If you believe that you need to short sell your home, then you will need to initiate the process by contacting your loan servicer. You may be asked to provide proof of financial hardship and to complete a Compromise Sale Agreement application.

Buying a Short Sale Home

The decision to purchase a short sale home provides some advantages, such as being able to get the best price on the house that you want. However, VA loans are only issued for houses that meet specific appraisal standards. The house that you want to buy must be in livable condition, and this means that some repairs may need to be done before you can get approval for the loan.

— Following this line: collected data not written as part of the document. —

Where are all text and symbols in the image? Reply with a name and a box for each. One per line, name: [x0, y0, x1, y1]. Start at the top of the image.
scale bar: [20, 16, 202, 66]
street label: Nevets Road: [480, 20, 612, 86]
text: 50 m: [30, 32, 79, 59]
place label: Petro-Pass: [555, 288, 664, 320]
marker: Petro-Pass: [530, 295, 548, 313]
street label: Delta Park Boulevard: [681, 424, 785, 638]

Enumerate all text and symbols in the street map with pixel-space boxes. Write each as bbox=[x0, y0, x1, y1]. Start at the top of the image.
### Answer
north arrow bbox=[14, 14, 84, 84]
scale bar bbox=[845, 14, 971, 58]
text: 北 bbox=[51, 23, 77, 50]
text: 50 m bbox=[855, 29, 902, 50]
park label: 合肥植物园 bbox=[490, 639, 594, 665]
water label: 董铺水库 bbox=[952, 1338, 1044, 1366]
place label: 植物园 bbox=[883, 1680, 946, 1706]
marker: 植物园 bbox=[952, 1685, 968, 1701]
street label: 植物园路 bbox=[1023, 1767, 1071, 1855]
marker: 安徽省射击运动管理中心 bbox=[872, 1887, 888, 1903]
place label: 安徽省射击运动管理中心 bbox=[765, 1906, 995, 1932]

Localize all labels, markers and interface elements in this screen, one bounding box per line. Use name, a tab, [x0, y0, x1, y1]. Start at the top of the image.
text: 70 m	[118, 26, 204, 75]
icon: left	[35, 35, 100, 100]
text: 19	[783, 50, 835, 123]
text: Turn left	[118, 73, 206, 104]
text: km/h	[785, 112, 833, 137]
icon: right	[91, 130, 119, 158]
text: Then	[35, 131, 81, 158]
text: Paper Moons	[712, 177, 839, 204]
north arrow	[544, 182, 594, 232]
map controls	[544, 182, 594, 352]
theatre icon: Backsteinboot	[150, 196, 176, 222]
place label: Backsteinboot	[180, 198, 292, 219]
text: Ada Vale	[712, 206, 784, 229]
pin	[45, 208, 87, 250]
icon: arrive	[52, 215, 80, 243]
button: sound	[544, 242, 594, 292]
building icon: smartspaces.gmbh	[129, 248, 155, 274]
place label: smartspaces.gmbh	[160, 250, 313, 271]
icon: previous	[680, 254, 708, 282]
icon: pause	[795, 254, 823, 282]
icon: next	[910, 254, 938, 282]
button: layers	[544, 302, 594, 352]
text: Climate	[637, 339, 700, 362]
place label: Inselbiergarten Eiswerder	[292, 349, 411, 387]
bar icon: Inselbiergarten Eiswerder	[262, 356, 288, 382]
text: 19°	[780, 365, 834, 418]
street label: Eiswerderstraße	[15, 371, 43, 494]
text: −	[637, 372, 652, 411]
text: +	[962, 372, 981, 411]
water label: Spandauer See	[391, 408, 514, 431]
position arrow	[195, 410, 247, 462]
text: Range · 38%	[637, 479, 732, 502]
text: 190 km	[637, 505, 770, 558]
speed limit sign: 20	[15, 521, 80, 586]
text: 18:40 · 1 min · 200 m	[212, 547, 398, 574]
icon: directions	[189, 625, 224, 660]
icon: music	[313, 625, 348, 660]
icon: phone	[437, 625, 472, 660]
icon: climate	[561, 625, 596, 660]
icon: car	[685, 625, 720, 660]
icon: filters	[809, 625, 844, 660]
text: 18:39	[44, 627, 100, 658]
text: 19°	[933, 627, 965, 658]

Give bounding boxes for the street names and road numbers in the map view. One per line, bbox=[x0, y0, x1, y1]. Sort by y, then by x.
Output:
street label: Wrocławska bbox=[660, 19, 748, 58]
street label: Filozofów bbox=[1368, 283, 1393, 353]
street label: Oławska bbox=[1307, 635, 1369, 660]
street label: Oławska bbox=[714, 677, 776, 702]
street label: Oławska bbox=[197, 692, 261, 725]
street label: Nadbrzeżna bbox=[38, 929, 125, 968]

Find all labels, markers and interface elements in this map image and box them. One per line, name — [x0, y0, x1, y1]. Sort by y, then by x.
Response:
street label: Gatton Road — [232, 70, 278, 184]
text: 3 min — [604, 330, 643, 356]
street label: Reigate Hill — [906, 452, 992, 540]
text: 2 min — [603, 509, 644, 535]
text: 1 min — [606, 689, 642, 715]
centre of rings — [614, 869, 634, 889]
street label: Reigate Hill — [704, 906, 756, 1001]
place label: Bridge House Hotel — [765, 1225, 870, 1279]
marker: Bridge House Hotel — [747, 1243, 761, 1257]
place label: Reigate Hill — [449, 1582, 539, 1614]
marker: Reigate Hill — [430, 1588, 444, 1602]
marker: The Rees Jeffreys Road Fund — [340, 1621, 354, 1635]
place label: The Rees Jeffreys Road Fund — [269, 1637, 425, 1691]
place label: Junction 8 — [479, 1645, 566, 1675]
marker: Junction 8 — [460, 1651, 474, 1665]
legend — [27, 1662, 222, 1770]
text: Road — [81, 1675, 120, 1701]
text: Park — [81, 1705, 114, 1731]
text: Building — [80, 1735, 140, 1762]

Getting Approved for a Loan After a Short Sale

Your ability to get a VA loan with a short sale on your record depends upon several factors. If you were up-to-date on your mortgage payments, then you may be eligible for a loan shortly after closing on the sale. However, there may be a waiting period of up to two years if you were late on the payments, or have a previous foreclosure in your history.

While short sales do complicate the home buying or selling process, there are times when they are necessary and potentially beneficial. Always ask your mortgage specialist about how short sales could affect your VA loan eligibility, so that you can make the best-informed decision for your situation.